8. It is contended in second appeal (1) that no case of mistake was made by the plaintiffs in their plaint and even if mistake were made out the decree and sale thereunder, not being tainted with fraud, could not be opened up so as to let in the right of redemption which has been wiped off by the sale and that there is no evidence of any fraud by defendant No. 1, however guilty defendants Nos. 2 and 3 or 5 and 6 may have been there can be no doubt that defendants. Nos. 2 and 3 and 5 and 6 have, as the lower appellate Court has found, cheated the plaintiffs right and left. There is no direct evidence, however, that either defendant No. 1 or defendant No. 4, through whom he claims, made any false statement to the plaintiffs so as to induce them to believe that the debt under the mortgage bond of 1898 had been fully satisfied. The plaintiffs were not lulled into security by any proved misrepresentation on the, part pf defendant No. 1 or his assignor so that they are not entitled to any relief on the ground of mistake.
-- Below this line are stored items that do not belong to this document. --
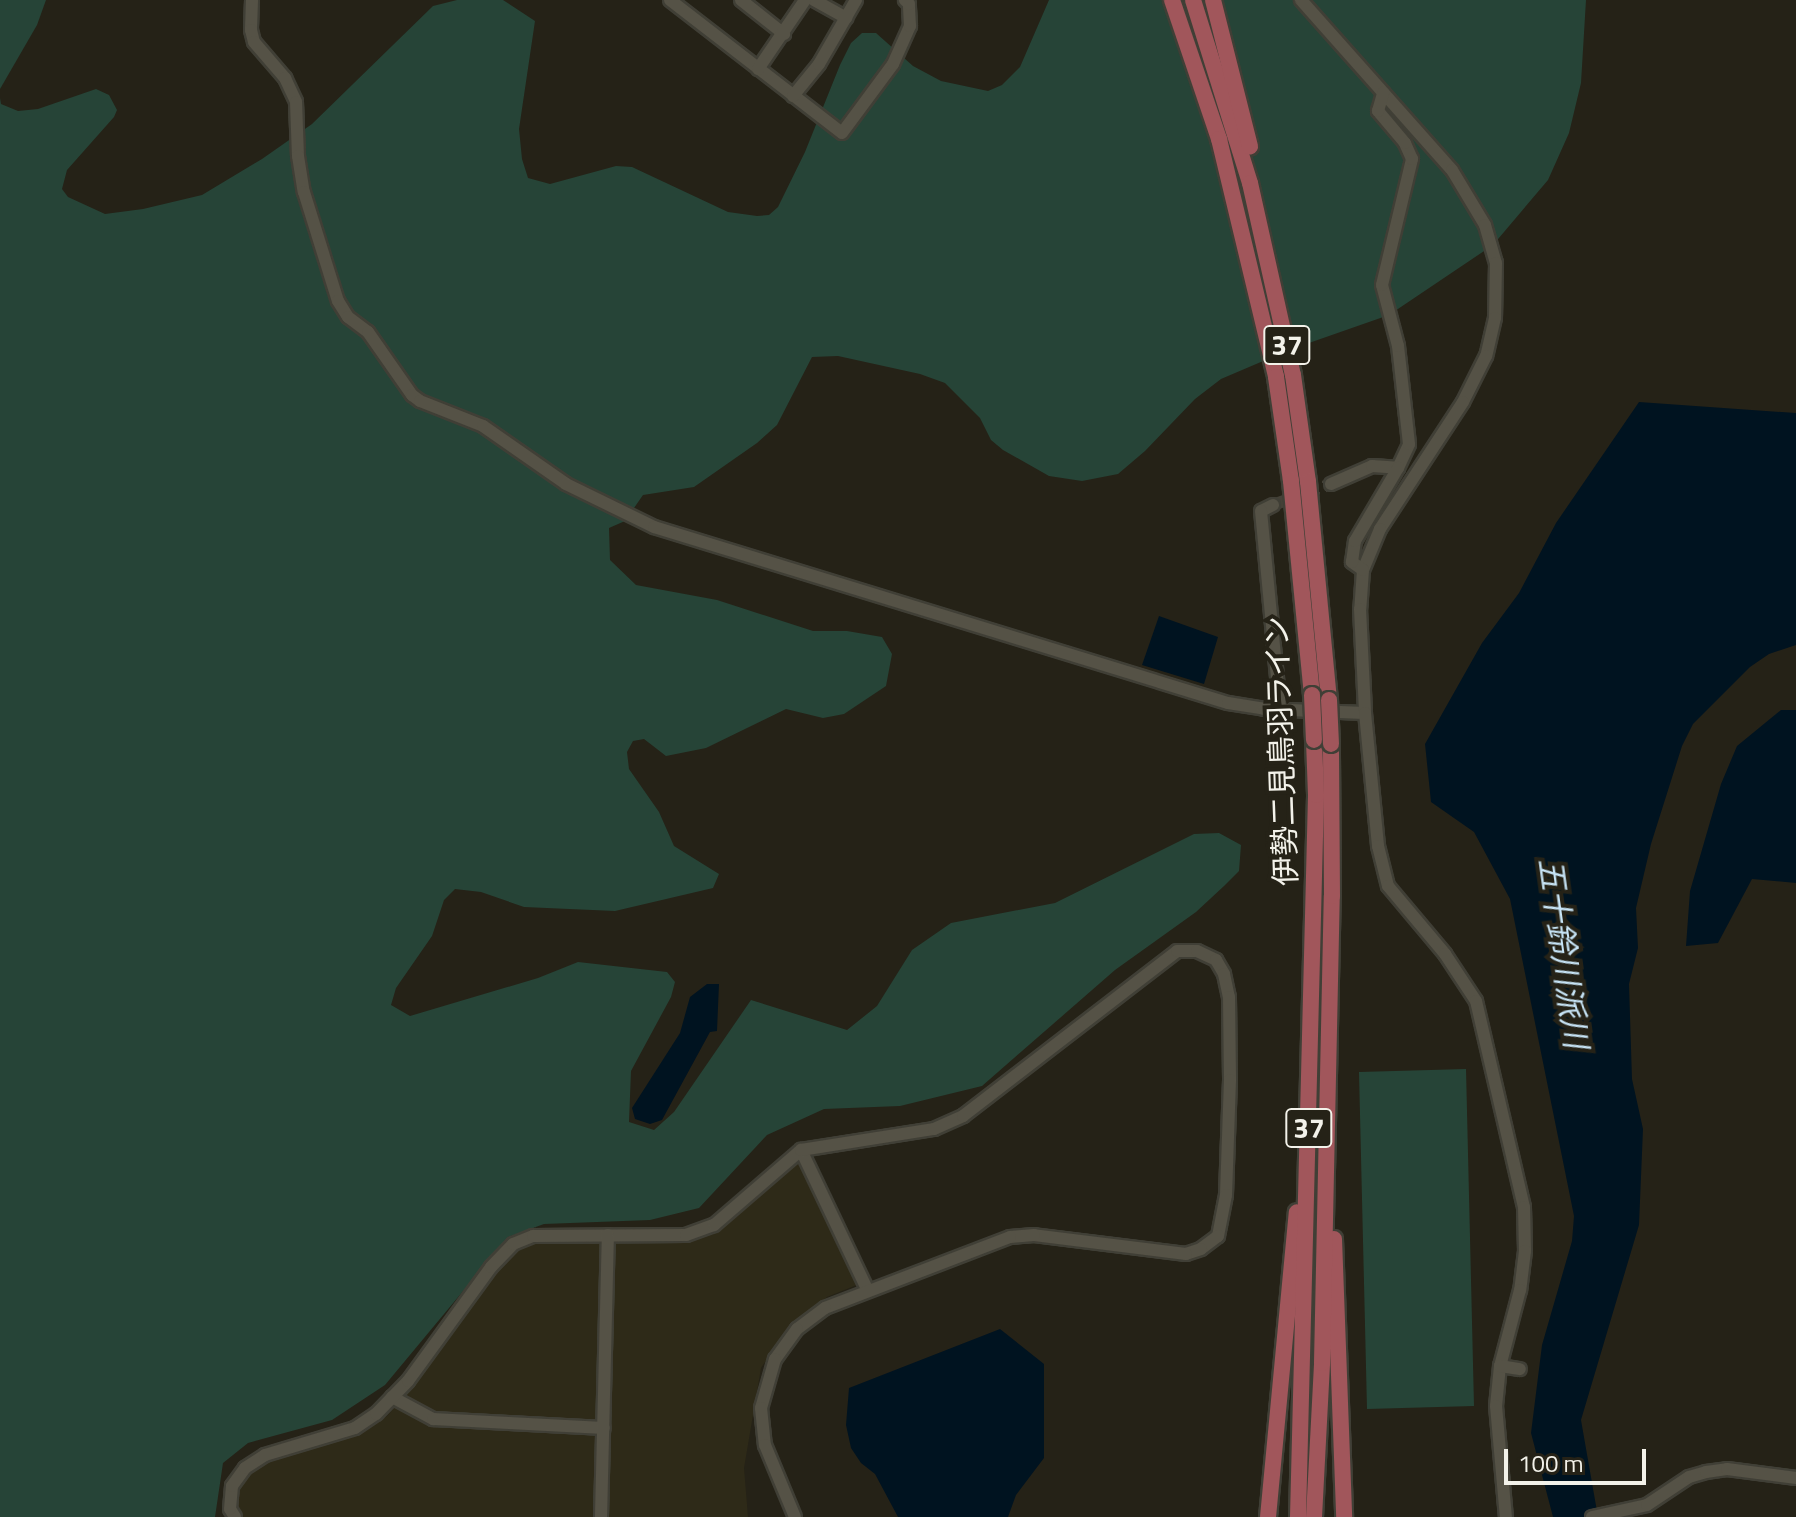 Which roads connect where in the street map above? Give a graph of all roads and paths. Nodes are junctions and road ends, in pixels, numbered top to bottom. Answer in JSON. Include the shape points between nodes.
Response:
{"nodes":[{"id":1,"x":252,"y":0,"type":"edge"},
{"id":2,"x":670,"y":0,"type":"edge"},
{"id":3,"x":741,"y":0,"type":"edge"},
{"id":4,"x":805,"y":0,"type":"edge"},
{"id":5,"x":814,"y":0,"type":"edge"},
{"id":6,"x":856,"y":0,"type":"edge"},
{"id":7,"x":905,"y":0,"type":"edge"},
{"id":8,"x":1161,"y":0,"type":"edge"},
{"id":9,"x":1172,"y":0,"type":"edge"},
{"id":10,"x":1193,"y":0,"type":"edge"},
{"id":11,"x":1213,"y":0,"type":"edge"},
{"id":12,"x":1301,"y":0,"type":"edge"},
{"id":13,"x":846,"y":18,"type":"junction"},
{"id":14,"x":784,"y":34,"type":"junction"},
{"id":15,"x":758,"y":69,"type":"junction"},
{"id":16,"x":1383,"y":93,"type":"junction"},
{"id":17,"x":793,"y":96,"type":"junction"},
{"id":18,"x":1219,"y":139,"type":"junction"},
{"id":19,"x":1279,"y":304,"type":"junction"},
{"id":20,"x":1398,"y":468,"type":"junction"},
{"id":21,"x":1331,"y":484,"type":"tunnel mouth"},
{"id":22,"x":1273,"y":505,"type":"dead end"},
{"id":23,"x":1363,"y":570,"type":"junction"},
{"id":24,"x":1280,"y":708,"type":"junction"},
{"id":25,"x":1365,"y":713,"type":"junction"},
{"id":26,"x":1325,"y":1098,"type":"junction"},
{"id":27,"x":801,"y":1150,"type":"junction"},
{"id":28,"x":1308,"y":1167,"type":"junction"},
{"id":29,"x":608,"y":1235,"type":"junction"},
{"id":30,"x":867,"y":1289,"type":"junction"},
{"id":31,"x":1500,"y":1366,"type":"junction"},
{"id":32,"x":1520,"y":1369,"type":"dead end"},
{"id":33,"x":392,"y":1397,"type":"junction"},
{"id":34,"x":604,"y":1428,"type":"junction"},
{"id":35,"x":1796,"y":1478,"type":"edge"},
{"id":36,"x":235,"y":1517,"type":"edge"},
{"id":37,"x":601,"y":1517,"type":"edge"},
{"id":38,"x":795,"y":1517,"type":"edge"},
{"id":39,"x":1268,"y":1517,"type":"edge"},
{"id":40,"x":1298,"y":1517,"type":"edge"},
{"id":41,"x":1314,"y":1517,"type":"edge"},
{"id":42,"x":1344,"y":1517,"type":"edge"},
{"id":43,"x":1506,"y":1517,"type":"edge"},
{"id":44,"x":1592,"y":1517,"type":"edge"}],
"edges":[{"from":1,"to":24,"type":"street","via":[[254,42],[285,78],[296,102],[304,192],[338,301],[420,401],[483,426],[566,484],[646,524],[1218,700]]},
{"from":2,"to":15,"type":"street"},
{"from":3,"to":14,"type":"street"},
{"from":4,"to":14,"type":"street"},
{"from":5,"to":13,"type":"street"},
{"from":6,"to":13,"type":"street"},
{"from":7,"to":17,"type":"street","via":[[910,26],[893,64],[842,133]]},
{"from":8,"to":18,"type":"main road"},
{"from":9,"to":18,"type":"main road","name":"伊勢二見鳥羽ライン","number":"37"},
{"from":10,"to":19,"type":"main road","name":"伊勢二見鳥羽ライン","number":"37","via":[[1236,134]]},
{"from":11,"to":19,"type":"main road","via":[[1266,203]]},
{"from":12,"to":16,"type":"street"},
{"from":13,"to":17,"type":"street"},
{"from":14,"to":15,"type":"street"},
{"from":15,"to":17,"type":"street"},
{"from":16,"to":20,"type":"street","via":[[1378,111],[1412,159],[1382,285],[1398,346],[1409,444]]},
{"from":16,"to":23,"type":"street","via":[[1470,197],[1493,249],[1497,299],[1481,370],[1380,529]]},
{"from":18,"to":28,"type":"main road","name":"伊勢二見鳥羽ライン","number":"37","bridge":true,"via":[[1276,377],[1312,695]]},
{"from":19,"to":26,"type":"main road","name":"伊勢二見鳥羽ライン","number":"37","bridge":true,"via":[[1308,482],[1329,700],[1332,896]]},
{"from":20,"to":21,"type":"street","via":[[1372,466]]},
{"from":20,"to":23,"type":"street","via":[[1355,541],[1352,562]]},
{"from":22,"to":24,"type":"street","via":[[1261,511]]},
{"from":23,"to":25,"type":"street"},
{"from":24,"to":25,"type":"street"},
{"from":25,"to":31,"type":"street","via":[[1378,846],[1388,886],[1476,1001],[1524,1207],[1520,1290]]},
{"from":26,"to":41,"type":"main road","name":"伊勢二見鳥羽ライン","number":"37"},
{"from":26,"to":42,"type":"main road","via":[[1332,1152]]},
{"from":27,"to":29,"type":"street","via":[[714,1225],[686,1235]]},
{"from":27,"to":30,"type":"street"},
{"from":27,"to":30,"type":"street","via":[[934,1129],[963,1116],[1177,951],[1197,951],[1216,960],[1224,974],[1229,997],[1228,1156],[1218,1236],[1186,1254],[1034,1235],[1010,1237]]},
{"from":28,"to":39,"type":"main road","via":[[1297,1211]]},
{"from":28,"to":40,"type":"main road","name":"伊勢二見鳥羽ライン","number":"37"},
{"from":29,"to":33,"type":"street","via":[[533,1236],[513,1244]]},
{"from":29,"to":34,"type":"street"},
{"from":30,"to":38,"type":"street","via":[[803,1323],[768,1376],[762,1433]]},
{"from":31,"to":32,"type":"street"},
{"from":31,"to":43,"type":"street","via":[[1497,1438]]},
{"from":33,"to":34,"type":"street","via":[[433,1419]]},
{"from":33,"to":36,"type":"street","via":[[355,1428],[265,1455],[245,1468],[232,1486],[230,1509]]},
{"from":34,"to":37,"type":"street"},
{"from":35,"to":44,"type":"street","via":[[1727,1469],[1706,1472],[1647,1505]]}]}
9. There is evidence on the record, however, that the plaintiffs had more than once paid-up the whole amount of the mortgage debt, that the summonses in the case of Sheo Narain were not served upon them and that they knew nothing of the suit or the proceedings in execution. The learned Subordinate Judge has found upon this evidence that the plaintiffs 'laboured under a bona fide mistake that all the mortgage debt had been paid off.' This finding could not be arrived at unless the learned Judge believed that the plaintiffs did not receive the summons to the suit and the notice of the execution. If the summonses and notices were suppressed either by Sheo Narain or by defendants Nos. 2 3, 5, 6, acting in his name a gross act of fraud was committed on the Court in obtaining the ex parte decree and so far as the plaintiffs are concerned this decree must be Considered as fraudulent in law. It is contended that the finding of the appeal Court that the decree was not fraudulent is one of fact and not amenable to reversal in second appeal. We think, however, that the conclusion arrived at is one of law from facts found on the evidence and we are within our rights in holding that the conclusion is wrong. Section 44 of the Evidence Act provides that a party to a suit can shew that a judgment standing against him was obtained by fraud and the plaintiffs are perfectly entitled to shew that the decree of Sheo Narain to which they are parties on the face of the record was obtained by fraud and is, therefore, not binding upon them.

10. There is also another view of the case. The plaintiffs may upon the findings very well contend that they were not parties to the decree of Sheo Narain. In the case of Evans v. Noton (1893) 1 Ch. P. 252 at p. 264 : 62 L.J. Ch. 413 : 2 R. 216 : 68 L.T. 271 : 41 W.R. 230, Lord, Justice Lindley is reported to have said 'the defendant has not appeared, and it has been contended that he, therefore, is not a party to the action, but I think he became such when he was served.' If they were no parties to the mortgage suit they are still entitled to redeem the mort gage and that is the only decree that has been given by the learned Subordinate Judge. We think that in any view, of the case the decree appealed against meets the ends of justice and is, therefore, confirmed with costs.